Equations 7 and 8 provide simple theoretical models for predicting time-averaged photosynthesis (Pmean) and photosynthetic capacity (Pmax) from the maximum quantum yield and time-averaged absorbed radiation (APARmean), notwithstanding reductions in the quantum yield and absorbed irradiance due to suboptimal growth conditions (i.e. seasonal temperature and moisture stress). To summarize, there are two main assumptions in these derivations; the first is that Pmax=2*Pmean and the second is that plants acclimate by adjusting photosynthetic capacity to the mean growth irradiance so that APARsat=APARmean (optimal acclimation). The first assumption can be verified empirically using continuous leaf level gas exchange (e.g. Zotz and Winter 1993, see also Schulze 2006) and canopy scale eddy covariance measurements (e.g. Sims et al. 2005). The second assumption can be verified by analyzing photosynthetic light response curves from the same two types of measurements. This second assumption is expected based on ecophysiological and optimality theory of photosynthetic acclimation to growth irradiance. However, we currently lack a theoretical explanation of the 2:1 ratio of maximum to mean photosynthesis, although it has been suggested that this ratio allows for maximum performance in a variable environment (Schulze 2006).

 

References
Arnon DI (1982). Sunlight, earth, life: The grand design of photosynthesis. The Sciences 10: 22-27.

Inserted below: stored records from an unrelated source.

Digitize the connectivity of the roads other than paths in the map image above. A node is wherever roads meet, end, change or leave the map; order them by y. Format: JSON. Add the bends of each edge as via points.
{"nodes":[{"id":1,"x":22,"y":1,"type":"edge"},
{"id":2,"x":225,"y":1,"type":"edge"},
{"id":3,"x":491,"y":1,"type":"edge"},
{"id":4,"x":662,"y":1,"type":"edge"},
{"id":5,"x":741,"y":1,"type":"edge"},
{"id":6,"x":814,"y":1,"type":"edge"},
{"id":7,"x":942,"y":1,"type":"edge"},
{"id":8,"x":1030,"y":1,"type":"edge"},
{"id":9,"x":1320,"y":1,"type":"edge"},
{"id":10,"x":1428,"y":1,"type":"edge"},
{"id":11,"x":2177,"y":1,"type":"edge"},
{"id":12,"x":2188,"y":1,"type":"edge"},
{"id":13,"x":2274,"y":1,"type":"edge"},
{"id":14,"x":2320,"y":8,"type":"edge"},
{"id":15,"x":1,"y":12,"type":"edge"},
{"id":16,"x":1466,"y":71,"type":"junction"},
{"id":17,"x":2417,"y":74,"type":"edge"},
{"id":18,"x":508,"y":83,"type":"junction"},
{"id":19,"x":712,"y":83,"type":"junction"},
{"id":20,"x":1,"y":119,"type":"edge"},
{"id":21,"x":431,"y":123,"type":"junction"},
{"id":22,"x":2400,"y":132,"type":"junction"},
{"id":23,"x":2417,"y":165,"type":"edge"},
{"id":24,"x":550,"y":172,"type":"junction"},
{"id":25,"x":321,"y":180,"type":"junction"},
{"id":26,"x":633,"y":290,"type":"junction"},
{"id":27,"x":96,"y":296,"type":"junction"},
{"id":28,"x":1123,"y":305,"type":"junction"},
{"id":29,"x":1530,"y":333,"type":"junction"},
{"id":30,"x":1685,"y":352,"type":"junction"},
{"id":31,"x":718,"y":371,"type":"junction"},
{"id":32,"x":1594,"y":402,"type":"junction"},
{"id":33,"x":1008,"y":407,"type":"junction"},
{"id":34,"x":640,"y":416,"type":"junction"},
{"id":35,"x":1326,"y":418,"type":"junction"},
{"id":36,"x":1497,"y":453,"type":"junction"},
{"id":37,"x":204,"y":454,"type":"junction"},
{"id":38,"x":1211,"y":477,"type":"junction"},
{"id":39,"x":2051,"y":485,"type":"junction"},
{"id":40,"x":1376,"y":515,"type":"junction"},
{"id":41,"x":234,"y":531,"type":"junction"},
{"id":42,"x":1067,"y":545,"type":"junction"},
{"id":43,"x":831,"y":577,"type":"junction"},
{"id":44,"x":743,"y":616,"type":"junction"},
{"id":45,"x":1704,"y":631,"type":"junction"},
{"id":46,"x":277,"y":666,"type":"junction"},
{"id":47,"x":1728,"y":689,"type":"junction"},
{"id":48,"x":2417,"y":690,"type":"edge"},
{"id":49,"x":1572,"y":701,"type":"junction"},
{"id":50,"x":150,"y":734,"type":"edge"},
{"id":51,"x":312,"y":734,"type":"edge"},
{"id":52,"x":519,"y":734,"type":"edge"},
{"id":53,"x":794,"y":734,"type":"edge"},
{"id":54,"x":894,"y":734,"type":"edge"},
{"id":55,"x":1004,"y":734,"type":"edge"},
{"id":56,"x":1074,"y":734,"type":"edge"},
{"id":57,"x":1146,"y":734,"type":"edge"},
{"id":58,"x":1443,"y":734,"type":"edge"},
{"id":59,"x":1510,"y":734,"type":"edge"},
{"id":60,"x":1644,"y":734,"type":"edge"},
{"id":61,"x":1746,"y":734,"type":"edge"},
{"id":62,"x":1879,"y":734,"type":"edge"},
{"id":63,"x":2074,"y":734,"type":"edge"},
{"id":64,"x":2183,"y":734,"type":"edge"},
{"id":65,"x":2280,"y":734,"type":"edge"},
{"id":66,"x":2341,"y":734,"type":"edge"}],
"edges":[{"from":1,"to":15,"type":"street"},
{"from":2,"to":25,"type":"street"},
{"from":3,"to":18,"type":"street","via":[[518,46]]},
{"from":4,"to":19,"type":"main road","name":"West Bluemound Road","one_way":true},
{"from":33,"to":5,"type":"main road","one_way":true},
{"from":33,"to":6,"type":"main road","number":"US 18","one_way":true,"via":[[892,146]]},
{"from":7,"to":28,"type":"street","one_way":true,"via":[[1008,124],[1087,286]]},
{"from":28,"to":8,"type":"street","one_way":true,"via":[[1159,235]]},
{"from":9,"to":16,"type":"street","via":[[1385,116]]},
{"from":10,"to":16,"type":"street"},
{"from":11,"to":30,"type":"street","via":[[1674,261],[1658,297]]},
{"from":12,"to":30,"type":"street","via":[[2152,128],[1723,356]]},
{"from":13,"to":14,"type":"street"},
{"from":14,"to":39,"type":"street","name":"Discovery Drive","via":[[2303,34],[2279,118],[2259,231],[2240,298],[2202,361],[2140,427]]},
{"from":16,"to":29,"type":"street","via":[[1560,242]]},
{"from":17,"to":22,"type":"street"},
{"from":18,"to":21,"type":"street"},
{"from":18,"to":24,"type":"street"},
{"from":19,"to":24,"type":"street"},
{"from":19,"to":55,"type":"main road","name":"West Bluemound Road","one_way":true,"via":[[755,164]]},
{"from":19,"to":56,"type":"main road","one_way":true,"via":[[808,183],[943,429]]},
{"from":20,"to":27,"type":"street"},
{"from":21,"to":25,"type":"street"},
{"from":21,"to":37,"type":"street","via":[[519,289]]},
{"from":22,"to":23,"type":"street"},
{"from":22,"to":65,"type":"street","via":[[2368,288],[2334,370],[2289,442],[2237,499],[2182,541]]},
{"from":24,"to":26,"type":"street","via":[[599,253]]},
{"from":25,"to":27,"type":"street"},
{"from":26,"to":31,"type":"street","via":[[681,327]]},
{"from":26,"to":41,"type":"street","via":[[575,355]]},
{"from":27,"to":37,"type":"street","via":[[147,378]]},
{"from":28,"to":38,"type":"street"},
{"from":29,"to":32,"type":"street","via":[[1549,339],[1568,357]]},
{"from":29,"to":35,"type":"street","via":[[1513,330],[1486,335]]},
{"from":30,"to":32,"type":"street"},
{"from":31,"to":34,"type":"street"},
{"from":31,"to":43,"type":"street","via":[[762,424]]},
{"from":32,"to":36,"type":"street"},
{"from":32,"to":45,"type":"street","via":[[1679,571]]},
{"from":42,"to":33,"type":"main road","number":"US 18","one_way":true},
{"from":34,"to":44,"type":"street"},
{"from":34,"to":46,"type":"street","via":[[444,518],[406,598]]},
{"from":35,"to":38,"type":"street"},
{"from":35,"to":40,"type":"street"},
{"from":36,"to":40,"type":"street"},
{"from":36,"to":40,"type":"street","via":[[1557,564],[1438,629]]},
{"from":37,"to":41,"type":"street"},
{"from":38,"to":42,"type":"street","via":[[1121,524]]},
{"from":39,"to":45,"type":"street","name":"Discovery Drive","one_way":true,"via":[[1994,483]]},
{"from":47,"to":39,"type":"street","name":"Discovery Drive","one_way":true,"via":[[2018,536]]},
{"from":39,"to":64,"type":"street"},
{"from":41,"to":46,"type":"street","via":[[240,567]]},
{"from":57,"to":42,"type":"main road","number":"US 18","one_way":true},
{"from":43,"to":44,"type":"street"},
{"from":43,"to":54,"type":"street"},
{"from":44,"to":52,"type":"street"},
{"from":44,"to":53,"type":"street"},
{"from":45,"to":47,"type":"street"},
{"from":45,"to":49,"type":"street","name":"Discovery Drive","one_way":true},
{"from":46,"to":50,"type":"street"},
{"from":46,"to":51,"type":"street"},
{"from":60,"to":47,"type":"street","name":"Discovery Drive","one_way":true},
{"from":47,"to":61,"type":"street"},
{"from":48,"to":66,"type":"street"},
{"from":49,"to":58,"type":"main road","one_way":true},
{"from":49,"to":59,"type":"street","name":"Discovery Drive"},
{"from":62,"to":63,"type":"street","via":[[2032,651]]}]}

Farquhar GD (1989). Models of integrated photosynthesis of cells and leaves. Philosophical Transactions of Royal Society of London B 323: 357-367.
Haxeltine A and Prentice IC (1996). A general model for the light-use efficiency of primary production. Functional Ecology 10: 551-561.
Landsberg JJ (1986). In: Physiological ecology of forest production. Landsberg JJ (ed.), Academic Press, London.
Norman JM (1993). Scaling processes between leaf and canopy levels. pp. 41-76. In J. Ehleringer and C. Field (eds.), Scaling Physiological Processes: Leaf to Globe. Academic Press, N.Y.
Schulze E.-D. (2006). Biological control of the terrestrial carbon sink, Biogeosciences, 3: 147-166.
Sims D et al. (2005). Midday LUE can be used to estimate 8 day mean fluxes, Ag For Met, 131: 1-12.
Zotz G and K Winter (1993). Short-term photosynthesis measurements predict leaf carbon balance in tropical rain-forest canopy plants, Planta, 191: 409-412.